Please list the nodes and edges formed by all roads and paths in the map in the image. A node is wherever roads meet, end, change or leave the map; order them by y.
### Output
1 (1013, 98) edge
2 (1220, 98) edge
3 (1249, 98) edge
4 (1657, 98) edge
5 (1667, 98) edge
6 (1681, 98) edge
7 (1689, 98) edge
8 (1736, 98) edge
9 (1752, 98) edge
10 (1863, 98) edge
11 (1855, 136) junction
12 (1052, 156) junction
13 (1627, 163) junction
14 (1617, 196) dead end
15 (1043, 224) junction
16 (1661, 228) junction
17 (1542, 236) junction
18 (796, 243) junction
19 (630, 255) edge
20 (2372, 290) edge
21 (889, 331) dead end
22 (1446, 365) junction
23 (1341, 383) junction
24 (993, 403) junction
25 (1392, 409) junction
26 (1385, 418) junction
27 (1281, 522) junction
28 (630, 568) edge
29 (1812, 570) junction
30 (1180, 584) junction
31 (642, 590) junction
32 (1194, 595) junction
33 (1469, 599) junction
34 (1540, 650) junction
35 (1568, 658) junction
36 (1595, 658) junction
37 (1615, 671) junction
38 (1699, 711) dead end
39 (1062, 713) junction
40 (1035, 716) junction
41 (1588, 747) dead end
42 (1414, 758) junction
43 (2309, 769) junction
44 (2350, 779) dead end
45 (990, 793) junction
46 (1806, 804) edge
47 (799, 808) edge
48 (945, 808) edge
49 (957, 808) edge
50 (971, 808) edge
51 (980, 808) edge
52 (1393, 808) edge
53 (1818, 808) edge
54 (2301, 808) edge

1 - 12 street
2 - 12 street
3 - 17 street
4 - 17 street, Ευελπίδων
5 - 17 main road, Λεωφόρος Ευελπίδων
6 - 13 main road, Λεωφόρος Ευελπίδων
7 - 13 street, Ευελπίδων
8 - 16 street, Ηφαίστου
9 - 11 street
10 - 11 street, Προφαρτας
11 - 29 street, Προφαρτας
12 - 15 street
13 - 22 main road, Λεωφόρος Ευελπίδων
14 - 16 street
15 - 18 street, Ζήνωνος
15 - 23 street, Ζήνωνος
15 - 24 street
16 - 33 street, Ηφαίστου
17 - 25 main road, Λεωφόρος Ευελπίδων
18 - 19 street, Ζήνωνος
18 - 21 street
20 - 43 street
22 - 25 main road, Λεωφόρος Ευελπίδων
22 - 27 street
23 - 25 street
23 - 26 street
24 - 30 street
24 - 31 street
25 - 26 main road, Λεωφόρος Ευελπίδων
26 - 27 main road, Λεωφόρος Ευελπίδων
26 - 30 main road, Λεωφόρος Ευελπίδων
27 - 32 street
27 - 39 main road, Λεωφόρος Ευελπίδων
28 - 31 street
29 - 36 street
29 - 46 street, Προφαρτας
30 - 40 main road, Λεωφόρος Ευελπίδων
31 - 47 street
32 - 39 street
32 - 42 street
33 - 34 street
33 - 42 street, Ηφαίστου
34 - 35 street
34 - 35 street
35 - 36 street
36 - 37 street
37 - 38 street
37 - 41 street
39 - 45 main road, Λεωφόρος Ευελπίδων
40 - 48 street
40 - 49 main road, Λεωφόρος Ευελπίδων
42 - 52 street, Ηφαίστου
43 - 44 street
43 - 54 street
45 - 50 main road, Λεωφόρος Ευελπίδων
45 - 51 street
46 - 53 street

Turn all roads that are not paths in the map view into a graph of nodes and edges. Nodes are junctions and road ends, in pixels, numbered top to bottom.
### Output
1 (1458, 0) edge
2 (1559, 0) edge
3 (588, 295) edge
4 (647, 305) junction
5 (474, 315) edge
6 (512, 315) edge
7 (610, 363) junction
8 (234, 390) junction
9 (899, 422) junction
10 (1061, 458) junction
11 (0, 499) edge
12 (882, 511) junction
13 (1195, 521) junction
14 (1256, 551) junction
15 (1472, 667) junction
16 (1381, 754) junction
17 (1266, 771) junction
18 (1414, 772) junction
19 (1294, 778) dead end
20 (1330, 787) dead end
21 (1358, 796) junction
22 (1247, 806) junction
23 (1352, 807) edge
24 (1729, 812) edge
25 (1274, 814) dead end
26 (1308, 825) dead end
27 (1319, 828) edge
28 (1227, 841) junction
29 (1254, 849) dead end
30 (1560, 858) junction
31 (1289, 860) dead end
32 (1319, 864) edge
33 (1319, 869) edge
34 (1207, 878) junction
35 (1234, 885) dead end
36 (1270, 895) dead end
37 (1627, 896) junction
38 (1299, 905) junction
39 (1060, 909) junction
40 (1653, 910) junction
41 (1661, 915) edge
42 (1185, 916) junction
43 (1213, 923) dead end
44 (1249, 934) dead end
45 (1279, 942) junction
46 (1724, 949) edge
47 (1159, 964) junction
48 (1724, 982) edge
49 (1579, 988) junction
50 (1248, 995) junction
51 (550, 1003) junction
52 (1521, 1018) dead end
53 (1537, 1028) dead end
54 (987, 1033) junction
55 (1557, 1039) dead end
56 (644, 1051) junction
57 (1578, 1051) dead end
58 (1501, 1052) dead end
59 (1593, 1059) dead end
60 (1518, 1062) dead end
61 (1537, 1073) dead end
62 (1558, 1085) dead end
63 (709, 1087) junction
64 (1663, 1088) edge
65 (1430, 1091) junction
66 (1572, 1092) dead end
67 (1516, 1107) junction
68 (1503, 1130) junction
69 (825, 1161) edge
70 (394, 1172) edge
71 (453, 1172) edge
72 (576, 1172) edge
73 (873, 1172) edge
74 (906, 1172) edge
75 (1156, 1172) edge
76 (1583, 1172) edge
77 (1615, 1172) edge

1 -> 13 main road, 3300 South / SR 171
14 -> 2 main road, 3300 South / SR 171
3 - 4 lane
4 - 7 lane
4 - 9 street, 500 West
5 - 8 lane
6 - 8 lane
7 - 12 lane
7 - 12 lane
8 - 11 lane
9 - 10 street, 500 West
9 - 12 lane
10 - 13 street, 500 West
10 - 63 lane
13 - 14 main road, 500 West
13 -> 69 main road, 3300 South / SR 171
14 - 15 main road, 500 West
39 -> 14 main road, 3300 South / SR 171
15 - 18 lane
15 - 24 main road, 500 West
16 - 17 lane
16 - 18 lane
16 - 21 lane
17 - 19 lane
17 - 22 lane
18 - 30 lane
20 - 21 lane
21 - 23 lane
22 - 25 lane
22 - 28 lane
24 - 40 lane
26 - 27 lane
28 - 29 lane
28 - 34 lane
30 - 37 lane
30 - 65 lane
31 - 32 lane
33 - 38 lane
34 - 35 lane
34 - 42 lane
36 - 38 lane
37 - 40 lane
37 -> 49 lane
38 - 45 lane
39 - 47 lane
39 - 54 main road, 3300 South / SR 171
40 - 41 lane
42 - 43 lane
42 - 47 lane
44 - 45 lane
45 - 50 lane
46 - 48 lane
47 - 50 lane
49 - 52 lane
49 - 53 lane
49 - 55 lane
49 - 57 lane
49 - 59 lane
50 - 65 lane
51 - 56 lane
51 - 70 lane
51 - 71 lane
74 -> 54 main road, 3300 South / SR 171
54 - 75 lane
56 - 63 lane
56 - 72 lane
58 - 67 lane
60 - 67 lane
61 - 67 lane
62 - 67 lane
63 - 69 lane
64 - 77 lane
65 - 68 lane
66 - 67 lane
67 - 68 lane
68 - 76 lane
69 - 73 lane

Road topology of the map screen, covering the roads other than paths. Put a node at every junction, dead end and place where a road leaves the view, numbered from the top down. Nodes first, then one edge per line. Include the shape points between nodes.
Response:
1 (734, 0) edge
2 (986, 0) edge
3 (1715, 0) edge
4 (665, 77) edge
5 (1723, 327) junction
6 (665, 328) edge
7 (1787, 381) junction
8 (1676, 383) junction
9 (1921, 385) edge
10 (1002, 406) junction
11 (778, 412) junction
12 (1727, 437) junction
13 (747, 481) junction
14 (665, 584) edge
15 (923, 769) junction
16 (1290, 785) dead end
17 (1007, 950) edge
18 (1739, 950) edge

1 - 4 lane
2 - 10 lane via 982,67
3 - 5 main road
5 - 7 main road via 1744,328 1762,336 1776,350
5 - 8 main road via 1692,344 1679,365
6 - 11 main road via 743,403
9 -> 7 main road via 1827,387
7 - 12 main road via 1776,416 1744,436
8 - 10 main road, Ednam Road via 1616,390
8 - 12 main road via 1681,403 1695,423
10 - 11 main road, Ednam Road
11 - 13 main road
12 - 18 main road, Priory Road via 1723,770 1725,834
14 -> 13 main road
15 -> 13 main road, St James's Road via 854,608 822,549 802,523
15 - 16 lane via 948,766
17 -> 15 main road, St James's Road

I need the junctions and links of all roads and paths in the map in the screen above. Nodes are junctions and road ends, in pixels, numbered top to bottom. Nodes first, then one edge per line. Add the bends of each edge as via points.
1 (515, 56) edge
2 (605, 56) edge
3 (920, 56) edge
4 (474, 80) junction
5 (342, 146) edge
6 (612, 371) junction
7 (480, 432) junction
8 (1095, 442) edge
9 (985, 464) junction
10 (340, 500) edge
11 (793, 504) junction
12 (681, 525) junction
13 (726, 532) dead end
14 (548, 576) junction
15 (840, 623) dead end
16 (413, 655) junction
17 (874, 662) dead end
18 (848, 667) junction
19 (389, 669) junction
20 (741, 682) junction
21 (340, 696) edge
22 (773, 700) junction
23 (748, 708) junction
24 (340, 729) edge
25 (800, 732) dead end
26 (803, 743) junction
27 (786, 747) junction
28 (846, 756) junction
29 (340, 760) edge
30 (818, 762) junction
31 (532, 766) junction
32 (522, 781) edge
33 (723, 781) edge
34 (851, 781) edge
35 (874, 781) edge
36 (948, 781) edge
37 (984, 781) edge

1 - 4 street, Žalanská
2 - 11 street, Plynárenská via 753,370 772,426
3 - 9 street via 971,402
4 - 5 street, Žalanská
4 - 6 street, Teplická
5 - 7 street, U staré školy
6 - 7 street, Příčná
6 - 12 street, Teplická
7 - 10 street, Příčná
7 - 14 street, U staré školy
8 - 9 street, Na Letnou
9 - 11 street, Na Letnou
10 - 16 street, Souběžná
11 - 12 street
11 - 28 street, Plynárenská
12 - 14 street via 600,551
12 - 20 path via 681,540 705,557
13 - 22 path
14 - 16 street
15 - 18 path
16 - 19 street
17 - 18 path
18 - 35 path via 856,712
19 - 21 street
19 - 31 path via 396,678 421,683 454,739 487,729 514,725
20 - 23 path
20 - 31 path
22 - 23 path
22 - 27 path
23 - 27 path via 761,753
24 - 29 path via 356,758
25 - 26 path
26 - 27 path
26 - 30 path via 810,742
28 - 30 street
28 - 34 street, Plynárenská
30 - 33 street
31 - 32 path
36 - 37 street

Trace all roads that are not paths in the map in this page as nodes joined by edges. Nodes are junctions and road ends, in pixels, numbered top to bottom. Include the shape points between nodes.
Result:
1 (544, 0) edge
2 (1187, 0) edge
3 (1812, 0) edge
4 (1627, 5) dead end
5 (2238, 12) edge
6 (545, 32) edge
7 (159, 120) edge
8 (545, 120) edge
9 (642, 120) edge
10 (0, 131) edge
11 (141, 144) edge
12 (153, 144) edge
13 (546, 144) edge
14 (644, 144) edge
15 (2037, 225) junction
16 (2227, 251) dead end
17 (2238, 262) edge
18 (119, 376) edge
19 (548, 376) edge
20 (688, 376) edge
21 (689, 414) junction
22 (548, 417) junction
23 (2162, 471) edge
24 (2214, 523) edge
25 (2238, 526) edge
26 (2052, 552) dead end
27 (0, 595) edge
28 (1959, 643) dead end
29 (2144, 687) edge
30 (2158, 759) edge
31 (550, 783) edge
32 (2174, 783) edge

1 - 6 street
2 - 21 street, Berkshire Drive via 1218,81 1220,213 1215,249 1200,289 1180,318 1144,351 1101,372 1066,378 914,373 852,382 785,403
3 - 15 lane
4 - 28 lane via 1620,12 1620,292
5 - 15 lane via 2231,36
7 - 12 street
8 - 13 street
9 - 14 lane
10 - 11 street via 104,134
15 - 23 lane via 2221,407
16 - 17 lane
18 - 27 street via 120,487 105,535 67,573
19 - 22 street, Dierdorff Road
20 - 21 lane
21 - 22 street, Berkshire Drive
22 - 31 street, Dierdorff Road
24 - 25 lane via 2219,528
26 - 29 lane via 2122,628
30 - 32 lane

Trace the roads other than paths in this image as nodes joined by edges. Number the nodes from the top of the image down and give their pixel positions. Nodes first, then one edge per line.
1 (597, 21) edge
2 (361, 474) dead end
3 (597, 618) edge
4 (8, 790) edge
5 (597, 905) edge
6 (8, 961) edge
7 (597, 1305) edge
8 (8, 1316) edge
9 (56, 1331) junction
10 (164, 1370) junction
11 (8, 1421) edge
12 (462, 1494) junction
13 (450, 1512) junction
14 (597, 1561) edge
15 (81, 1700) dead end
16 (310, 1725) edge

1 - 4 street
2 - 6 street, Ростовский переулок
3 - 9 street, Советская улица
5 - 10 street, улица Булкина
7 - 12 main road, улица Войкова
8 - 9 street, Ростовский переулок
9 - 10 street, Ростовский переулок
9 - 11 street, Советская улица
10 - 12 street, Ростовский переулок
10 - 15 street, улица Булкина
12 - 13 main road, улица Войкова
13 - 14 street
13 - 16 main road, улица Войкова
========
• [Brief]:
The total wanted is the number of lines in the entries above that contain "points". Give it alone.

• [Exercise response]:
3